Exercise directions: Run through the records and show each line that includes the string "from".

─── Information provided ───

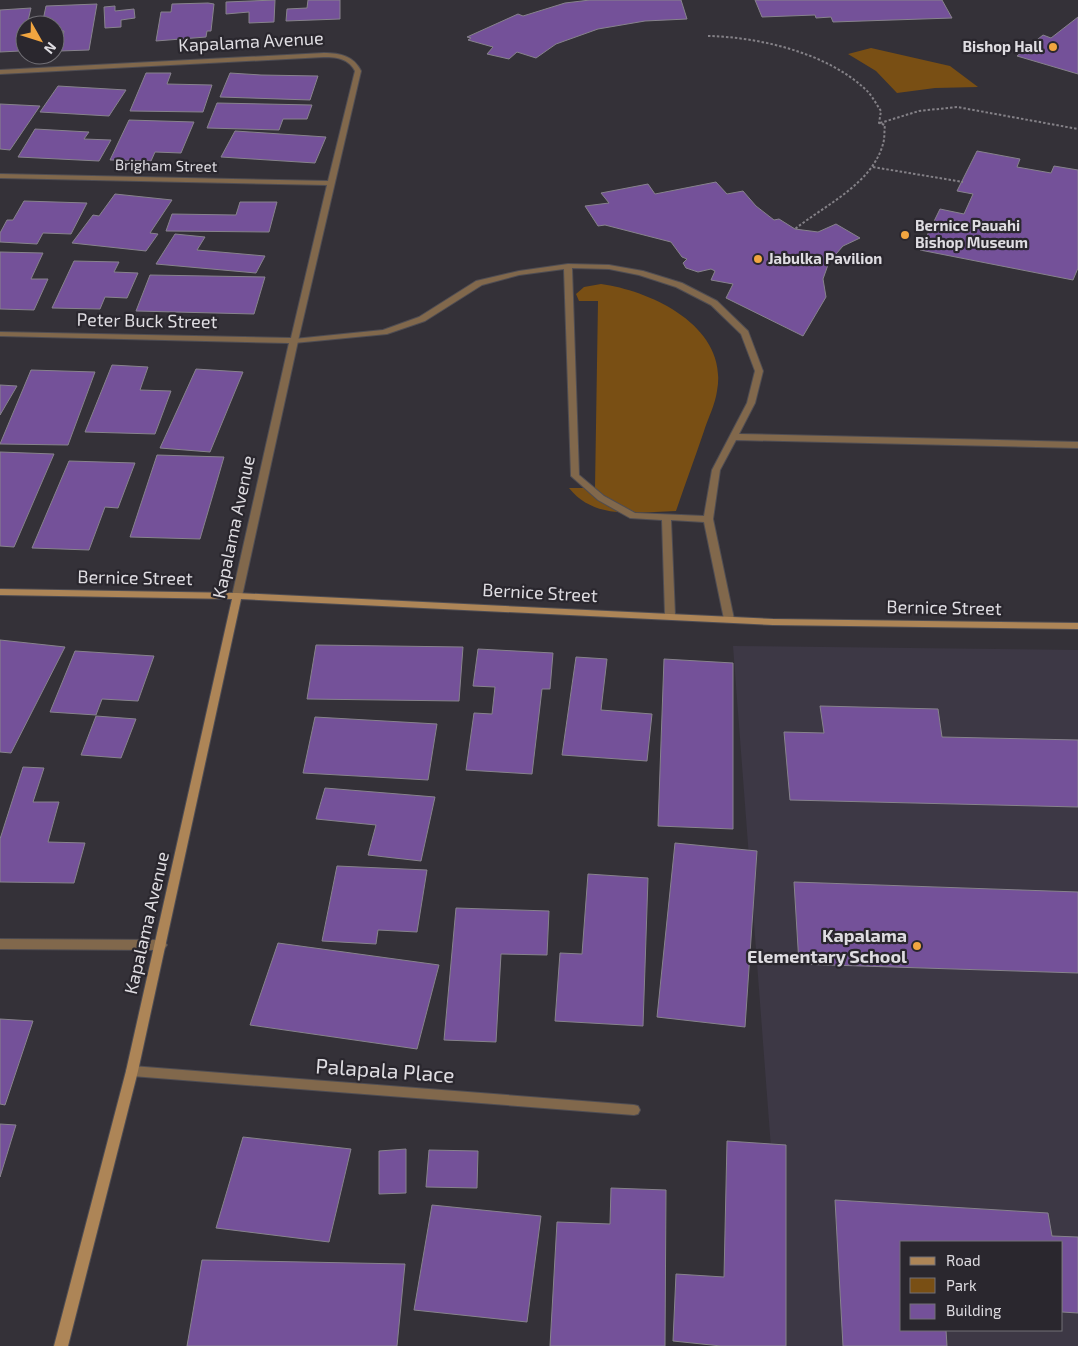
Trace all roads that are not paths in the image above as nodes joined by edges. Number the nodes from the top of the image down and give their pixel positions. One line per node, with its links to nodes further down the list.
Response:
1 (0, 72): 3 (street, Kapalama Avenue)
2 (0, 176): 3 (street, Brigham Street)
3 (332, 183): 6 (street, Kapalama Avenue)
4 (568, 266): 6 (street, Peter Buck Street); 7 (street, Peter Buck Street); 9 (street)
5 (0, 334): 6 (street, Peter Buck Street)
6 (294, 342): 12 (street, Kapalama Avenue)
7 (735, 436): 8 (street); 10 (street, Peter Buck Street)
8 (1078, 445)
9 (666, 517): 10 (street); 13 (street)
10 (708, 520): 14 (street)
11 (0, 592): 12 (street, Bernice Street)
12 (237, 596): 13 (street, Bernice Street); 17 (street, Kapalama Avenue)
13 (670, 615): 14 (street, Bernice Street)
14 (729, 619): 15 (street, Bernice Street)
15 (1078, 626)
16 (0, 944): 17 (street)
17 (160, 945): 18 (street, Kapalama Avenue)
18 (132, 1071): 19 (street, Palapala Place); 20 (street, Kapalama Avenue)
19 (634, 1110)
20 (61, 1346)

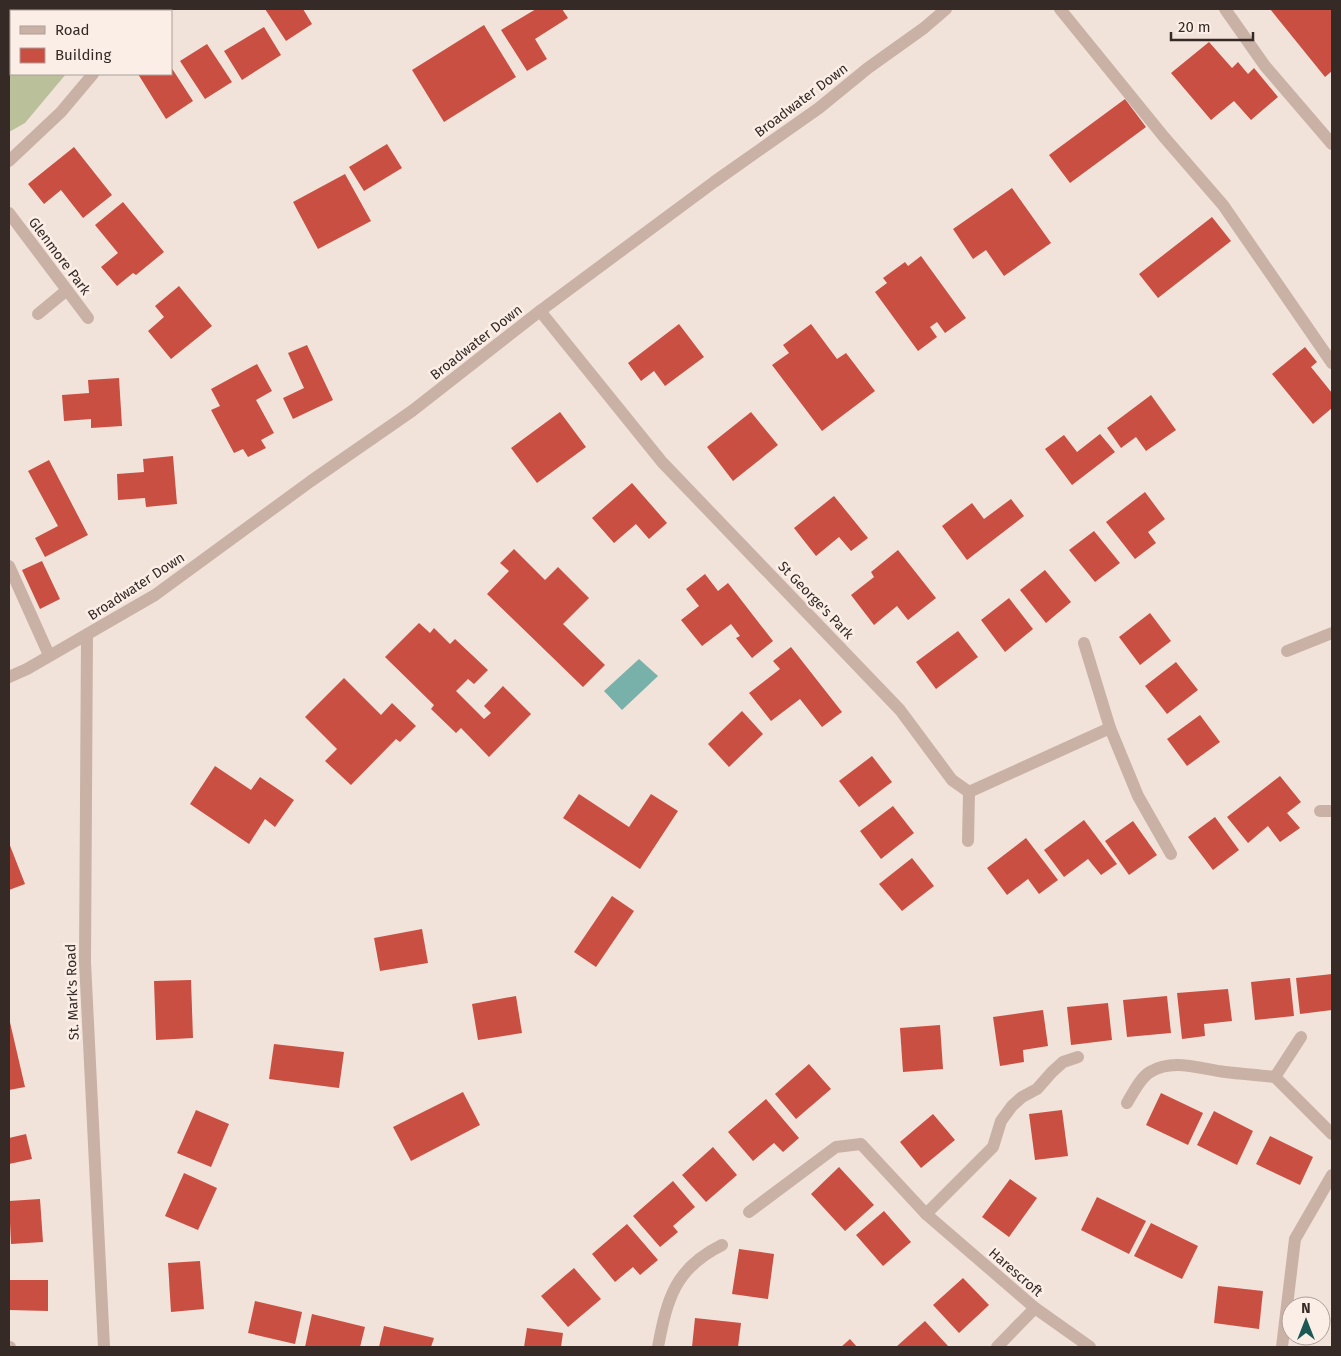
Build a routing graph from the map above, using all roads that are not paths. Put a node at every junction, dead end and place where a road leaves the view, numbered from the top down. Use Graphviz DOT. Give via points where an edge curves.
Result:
graph roads {
  1 [pos="946,9"];
  2 [pos="1060,9"];
  3 [pos="1225,9"];
  4 [pos="92,75"];
  5 [pos="1332,144"];
  6 [pos="9,161"];
  7 [pos="9,213"];
  8 [pos="67,290"];
  9 [pos="540,311"];
  10 [pos="38,314"];
  11 [pos="88,318"];
  12 [pos="1332,363"];
  13 [pos="9,566"];
  14 [pos="1332,634"];
  15 [pos="87,636"];
  16 [pos="1084,643"];
  17 [pos="1287,651"];
  18 [pos="50,655"];
  19 [pos="9,677"];
  20 [pos="1110,728"];
  21 [pos="969,792"];
  22 [pos="968,841"];
  23 [pos="1171,854"];
  24 [pos="1301,1037"];
  25 [pos="1078,1057"];
  26 [pos="1275,1077"];
  27 [pos="1128,1103"];
  28 [pos="1332,1134"];
  29 [pos="1332,1175"];
  30 [pos="749,1212"];
  31 [pos="926,1214"];
  32 [pos="722,1245"];
  33 [pos="1035,1308"];
  34 [pos="104,1347"];
  35 [pos="658,1347"];
  36 [pos="997,1347"];
  37 [pos="1090,1347"];
  38 [pos="1282,1347"];
  1 -- 9 [label="street, Broadwater Down" via="819,108"];
  2 -- 12 [label="street" via="1223,205"];
  3 -- 5 [label="street" via="1265,66"];
  4 -- 6 [label="street" via="61,112"];
  7 -- 8 [label="street, Glenmore Park"];
  8 -- 10 [label="street"];
  8 -- 11 [label="street, Glenmore Park"];
  9 -- 15 [label="street, Broadwater Down" via="412,411 155,595"];
  9 -- 21 [label="street, St George's Park" via="662,462 900,710 952,780"];
  13 -- 18 [label="street"];
  14 -- 17 [label="street"];
  15 -- 18 [label="street, Broadwater Down"];
  15 -- 34 [label="street, St. Mark's Road" via="85,962"];
  16 -- 20 [label="street"];
  18 -- 19 [label="street, Broadwater Down"];
  20 -- 21 [label="street"];
  20 -- 23 [label="street" via="1138,796"];
  21 -- 22 [label="street"];
  24 -- 26 [label="street"];
  25 -- 31 [label="street" via="1063,1062 1036,1089 1012,1106 1001,1121 993,1146"];
  26 -- 27 [label="street" via="1186,1065 1164,1066 1148,1073"];
  26 -- 28 [label="street"];
  29 -- 38 [label="street" via="1296,1239"];
  30 -- 31 [label="street, Harescroft" via="836,1147 861,1144"];
  31 -- 33 [label="street, Harescroft"];
  32 -- 35 [label="street" via="690,1265 669,1300"];
  33 -- 36 [label="street"];
  33 -- 37 [label="street, Harescroft"];
}
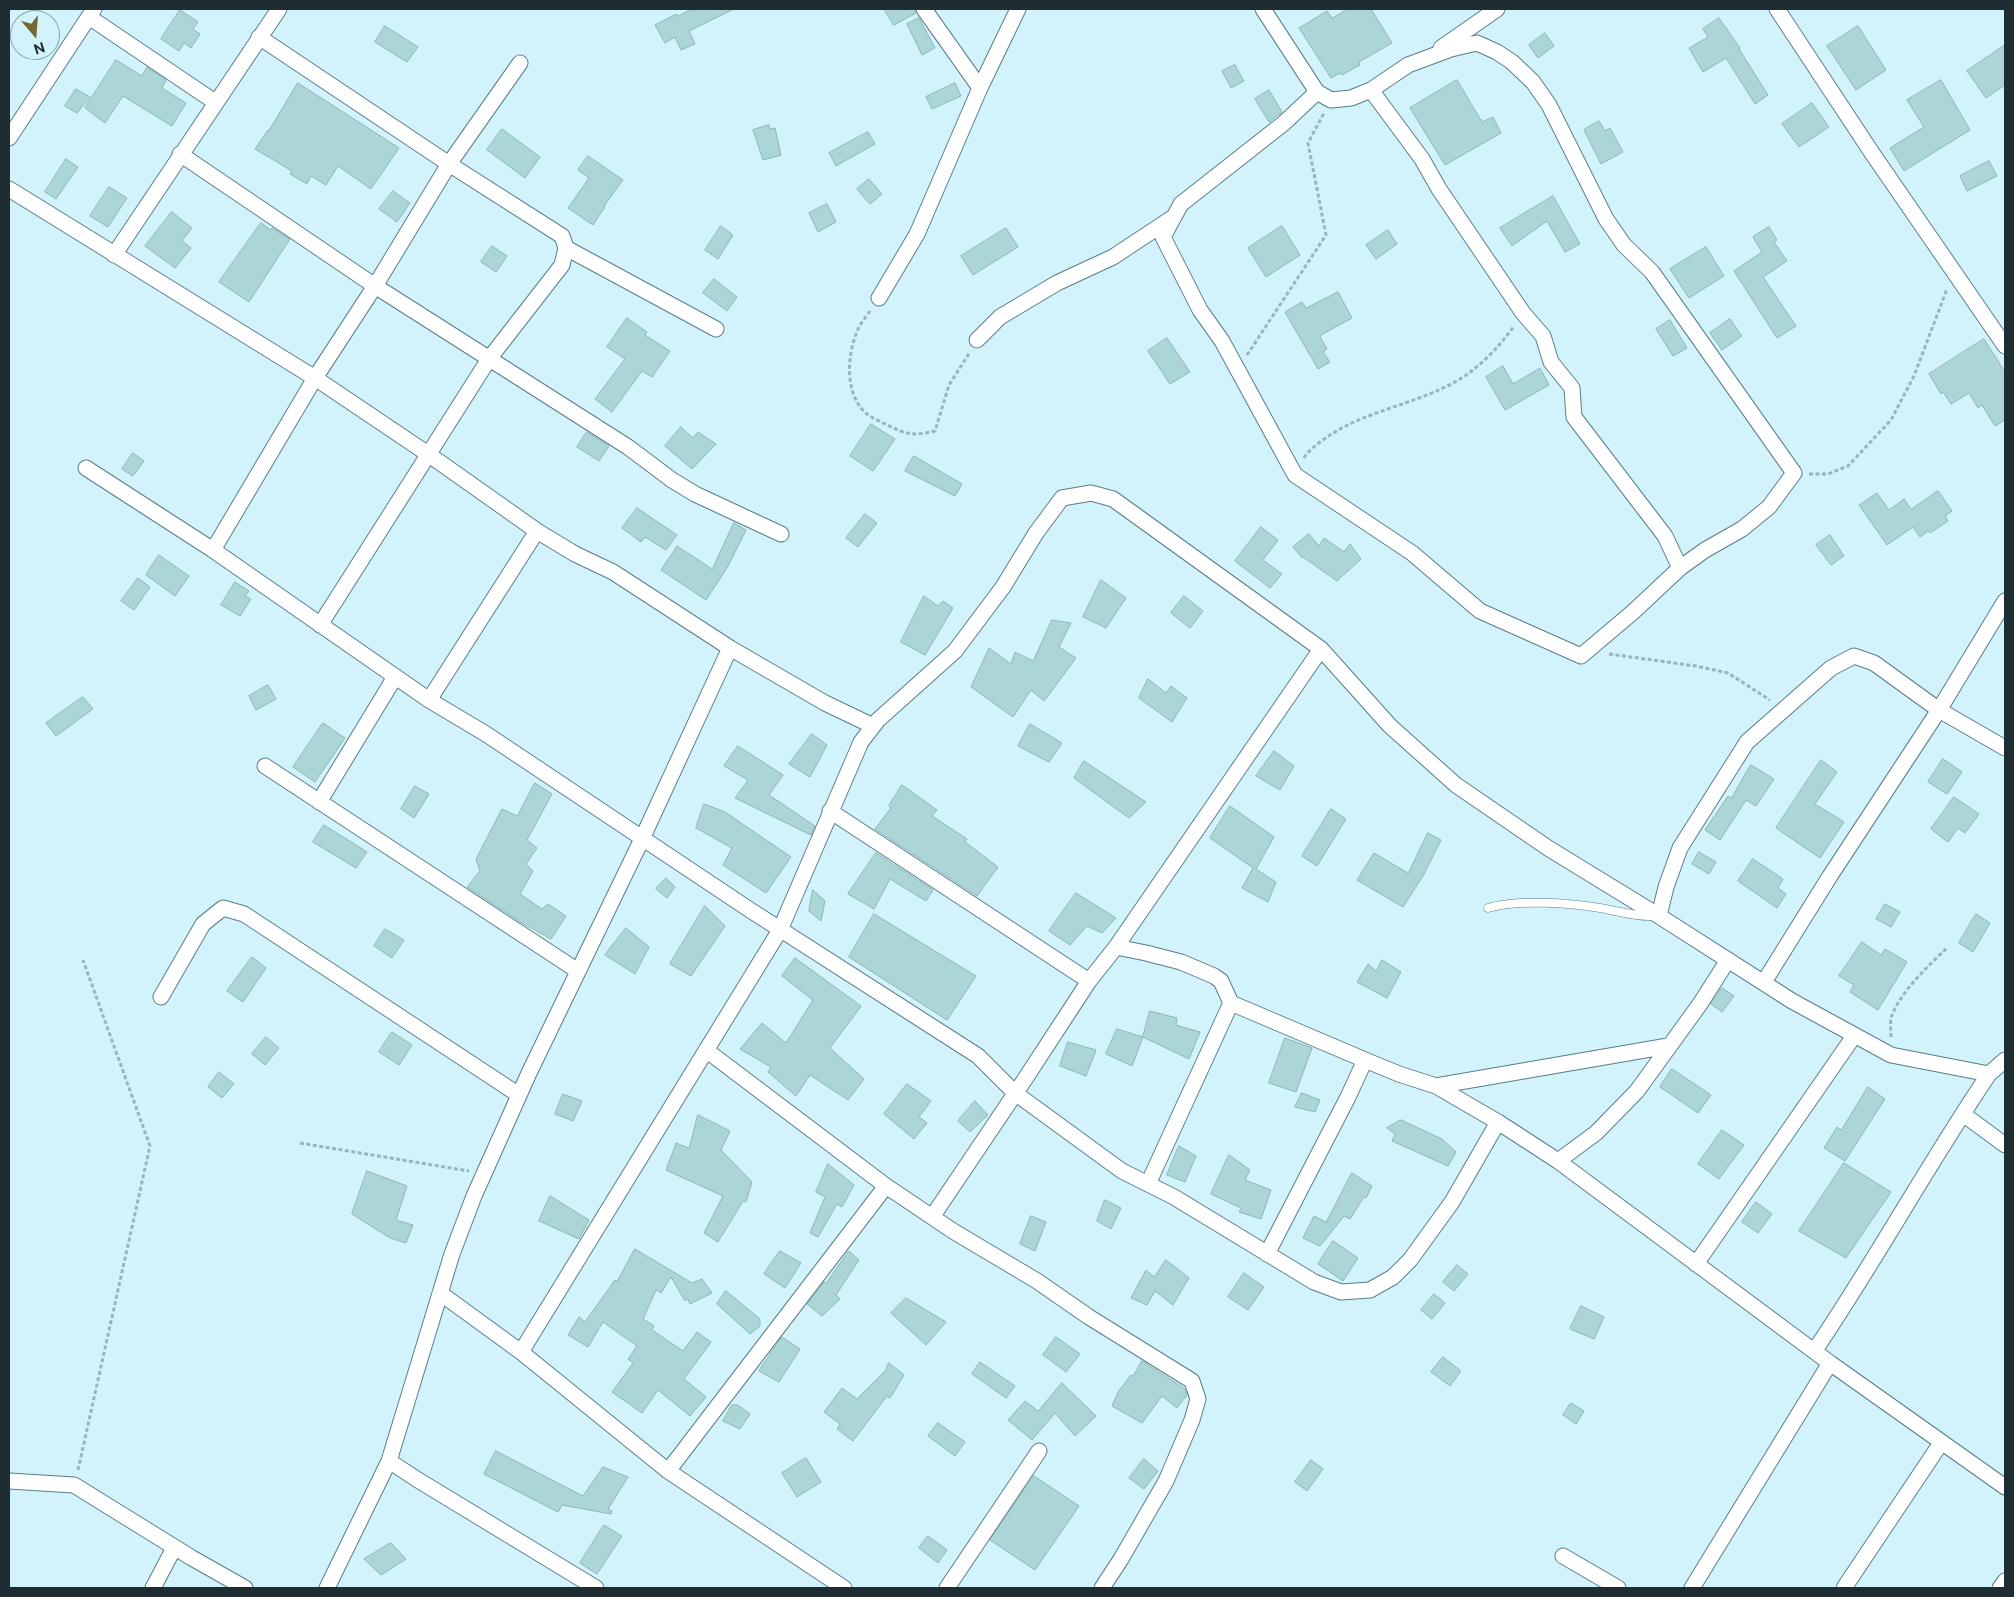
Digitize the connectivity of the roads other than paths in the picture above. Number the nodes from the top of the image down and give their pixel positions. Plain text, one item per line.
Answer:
1 (278, 9) edge
2 (924, 9) edge
3 (1018, 9) edge
4 (1263, 9) edge
5 (1497, 9) edge
6 (1777, 9) edge
7 (91, 13) edge
8 (259, 37) junction
9 (1430, 56) junction
10 (520, 63) dead end
11 (980, 88) junction
12 (1372, 90) junction
13 (1317, 92) junction
14 (215, 102) junction
15 (9, 138) edge
16 (180, 154) junction
17 (449, 164) junction
18 (9, 189) edge
19 (1172, 218) junction
20 (566, 248) junction
21 (114, 255) junction
22 (375, 286) junction
23 (879, 298) road end
24 (716, 329) dead end
25 (976, 340) road end
26 (2005, 346) edge
27 (489, 359) junction
28 (315, 378) junction
29 (428, 454) junction
30 (86, 468) dead end
31 (536, 531) junction
32 (782, 534) dead end
33 (213, 550) junction
34 (1680, 568) junction
35 (2005, 601) edge
36 (320, 625) junction
37 (730, 648) junction
38 (1321, 649) junction
39 (395, 677) junction
40 (429, 700) junction
41 (1939, 710) junction
42 (873, 726) junction
43 (2005, 748) edge
44 (265, 766) dead end
45 (319, 802) junction
46 (830, 811) junction
47 (642, 839) junction
48 (1488, 908) dead end
49 (1659, 916) junction
50 (780, 930) junction
51 (1116, 947) junction
52 (1728, 960) junction
53 (578, 971) junction
54 (1089, 981) junction
55 (1764, 982) junction
56 (161, 997) dead end
57 (1232, 1003) junction
58 (1854, 1036) junction
59 (1668, 1046) junction
60 (706, 1050) junction
61 (1365, 1060) junction
62 (2005, 1060) edge
63 (1989, 1074) junction
64 (2005, 1076) edge
65 (1436, 1086) junction
66 (1015, 1093) junction
67 (519, 1095) junction
68 (1963, 1114) junction
69 (1498, 1122) junction
70 (2005, 1145) edge
71 (1558, 1161) junction
72 (1148, 1184) junction
73 (886, 1186) junction
74 (932, 1217) junction
75 (1267, 1254) junction
76 (1696, 1264) junction
77 (440, 1293) junction
78 (1815, 1350) junction
79 (522, 1352) junction
80 (1830, 1363) junction
81 (1941, 1443) junction
82 (1039, 1451) dead end
83 (389, 1461) junction
84 (668, 1471) junction
85 (9, 1481) edge
86 (2005, 1487) edge
87 (174, 1548) junction
88 (1563, 1556) dead end
89 (2005, 1581) edge
90 (153, 1588) edge
91 (245, 1588) edge
92 (327, 1588) edge
93 (596, 1588) edge
94 (844, 1588) edge
95 (947, 1588) edge
96 (1102, 1588) edge
97 (1618, 1588) edge
98 (1692, 1588) edge
99 (1844, 1588) edge
100 (2000, 1588) edge

1 - 8 street
2 - 11 street
3 - 11 street
4 - 13 street
5 - 9 street
6 - 26 street
7 - 14 street
7 - 15 street
8 - 14 street
8 - 17 street
9 - 12 street
9 - 34 street
10 - 17 street
11 - 23 street
12 - 13 street
12 - 34 street
13 - 19 street
14 - 16 street
16 - 21 street
16 - 22 street
17 - 20 street
17 - 22 street
18 - 21 street
19 - 25 street
19 - 34 street
20 - 24 street
20 - 27 street
21 - 28 street
22 - 27 street
22 - 28 street
27 - 29 street
27 - 32 street
28 - 29 street
28 - 33 street
29 - 31 street
29 - 36 street
30 - 33 street
31 - 37 street
31 - 40 street
33 - 36 street
35 - 41 street
36 - 39 street
37 - 42 street
37 - 47 street
38 - 42 street
38 - 49 street
38 - 51 street
39 - 40 street
39 - 45 street
40 - 47 street
41 - 43 street
41 - 49 street
41 - 55 street
42 - 46 street
44 - 45 street
45 - 53 street
46 - 50 street
46 - 54 street
47 - 50 street
47 - 53 street
48 - 49 lane
49 - 52 street
50 - 60 street
50 - 66 street
51 - 54 street
51 - 57 street
52 - 55 street
52 - 59 street
53 - 67 street
54 - 66 street
55 - 58 street
56 - 67 street
57 - 61 street
57 - 72 street
58 - 63 street
58 - 76 street
59 - 65 street
59 - 71 street
60 - 73 street
60 - 79 street
61 - 65 street
61 - 75 street
62 - 63 street
63 - 64 street
63 - 68 street
65 - 69 street
66 - 72 street
66 - 74 street
67 - 77 street
68 - 70 street
68 - 78 street
69 - 71 street
69 - 75 street
71 - 76 street
72 - 75 street
73 - 74 street
73 - 84 street
74 - 96 street
76 - 78 street
77 - 79 street
77 - 83 street
78 - 80 street
79 - 84 street
80 - 81 street
80 - 98 street
81 - 86 street
81 - 99 street
82 - 95 street
83 - 92 street
83 - 93 street
84 - 94 street
85 - 87 street
87 - 90 street
87 - 91 street
88 - 97 street
89 - 100 street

───

Output for this exercise:
Trace all roads that are not paths in the image above as nodes joined by edges. Number the nodes from the top of the image down and give their pixel positions. One line per node, with its links to nodes further down the list.
Build a routing graph from the map above, using all roads that are not paths. Put a node at every junction, dead end and place where a road leaves the view, numbered from the top down. Use Graphviz DOT. Give via points where an edge curves.
Digitize the connectivity of the roads other than paths in the picture above. Number the nodes from the top of the image down and give their pixel positions. Plain text, one item per line.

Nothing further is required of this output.